Today he is learning about bullies and power;
the power we give up, and the power forcefully taken from us.
He tries to articulate the feelings that fill his small breast,
the fears and the questions. And I try to teach him
one more lesson, although I am not certain I know truth from fable.

Day by day, I send him off into the world; questioning
my ability to explain how we live and survive
and surmount life's challenges...

My child was born a perfect model of babyhood,
bright smile under observant eyes, his body flawless.
Today I note his allergic red eyes and the three pockmarks
on his face, the red gum where a new tooth gnaws upward,
and I wonder what lesions are forming in his heart,
and if he will keep them with him for ever

or if they will be healed with only a scar left behind.
A whisper of most tenuous thread
fragile, frail, the feeling of belonging
one to the other

Yet testing, always, endurance,
limits, our own strength
to live apart,

Alone.
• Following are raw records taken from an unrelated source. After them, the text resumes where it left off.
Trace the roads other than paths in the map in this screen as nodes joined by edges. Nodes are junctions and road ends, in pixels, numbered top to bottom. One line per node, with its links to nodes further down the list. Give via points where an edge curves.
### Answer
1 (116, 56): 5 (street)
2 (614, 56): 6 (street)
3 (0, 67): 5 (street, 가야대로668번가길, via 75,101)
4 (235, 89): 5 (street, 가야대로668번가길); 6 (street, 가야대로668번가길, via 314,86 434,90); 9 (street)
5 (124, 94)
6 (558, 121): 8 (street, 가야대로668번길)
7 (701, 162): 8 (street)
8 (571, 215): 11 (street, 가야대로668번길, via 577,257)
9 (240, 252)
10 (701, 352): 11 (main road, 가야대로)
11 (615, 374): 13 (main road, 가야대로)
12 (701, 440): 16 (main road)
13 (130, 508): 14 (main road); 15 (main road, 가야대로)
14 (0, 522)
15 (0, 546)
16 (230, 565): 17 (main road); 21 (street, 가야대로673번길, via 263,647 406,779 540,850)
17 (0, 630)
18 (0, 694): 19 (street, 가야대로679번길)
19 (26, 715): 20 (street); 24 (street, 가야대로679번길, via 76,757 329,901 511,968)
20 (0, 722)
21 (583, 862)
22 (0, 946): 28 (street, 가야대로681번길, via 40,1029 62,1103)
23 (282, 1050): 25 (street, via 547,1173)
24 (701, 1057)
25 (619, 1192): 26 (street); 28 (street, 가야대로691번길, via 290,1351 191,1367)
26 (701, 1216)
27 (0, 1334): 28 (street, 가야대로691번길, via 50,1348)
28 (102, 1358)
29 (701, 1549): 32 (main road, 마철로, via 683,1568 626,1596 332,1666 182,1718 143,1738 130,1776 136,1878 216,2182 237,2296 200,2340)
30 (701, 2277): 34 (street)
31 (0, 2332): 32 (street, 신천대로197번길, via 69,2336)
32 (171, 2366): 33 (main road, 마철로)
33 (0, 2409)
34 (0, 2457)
And fearing to find
it can be done,
one does survive

without the other.
O, Child, you grow so quickly
who once believed me you

And I, Mother, lose you
ever so quietly, an erosion
of bounds, to the world.


I watch my son
go down the corkscrew slide
slowly, slowly turning.

He holds onto the rails
to pace his descent.

In his features I can trace
the toddler’s self-satisfied joy
and wonder.

How much longer will I see there
the face I know so well?

He does not understand how quickly he descends,
who thinks he is moving so slowly.

Let him go slowly, slowly.
Let the child remain.

Let me see in undeveloped features
the eternal possibilities,
the contentment
of merely being.

February 25, 1998


I had believed I would bear light
to the glories of this world,
leading by the hand in small steps
to view sugar plum fairies and robin's eggs
like the pastel illustrations in a book.

I did not know I would be
also the first bearer of darkness,
teacher of life's many small cruelties.

Steel heart, o sharp and needle-like!

And that small face seeking in mine
consolation, questioning love,
his eager kisses, smothered in them,
each like an electric volt.
I am forgiven of necessity,
held greater than disappointment;
for how long, I wonder.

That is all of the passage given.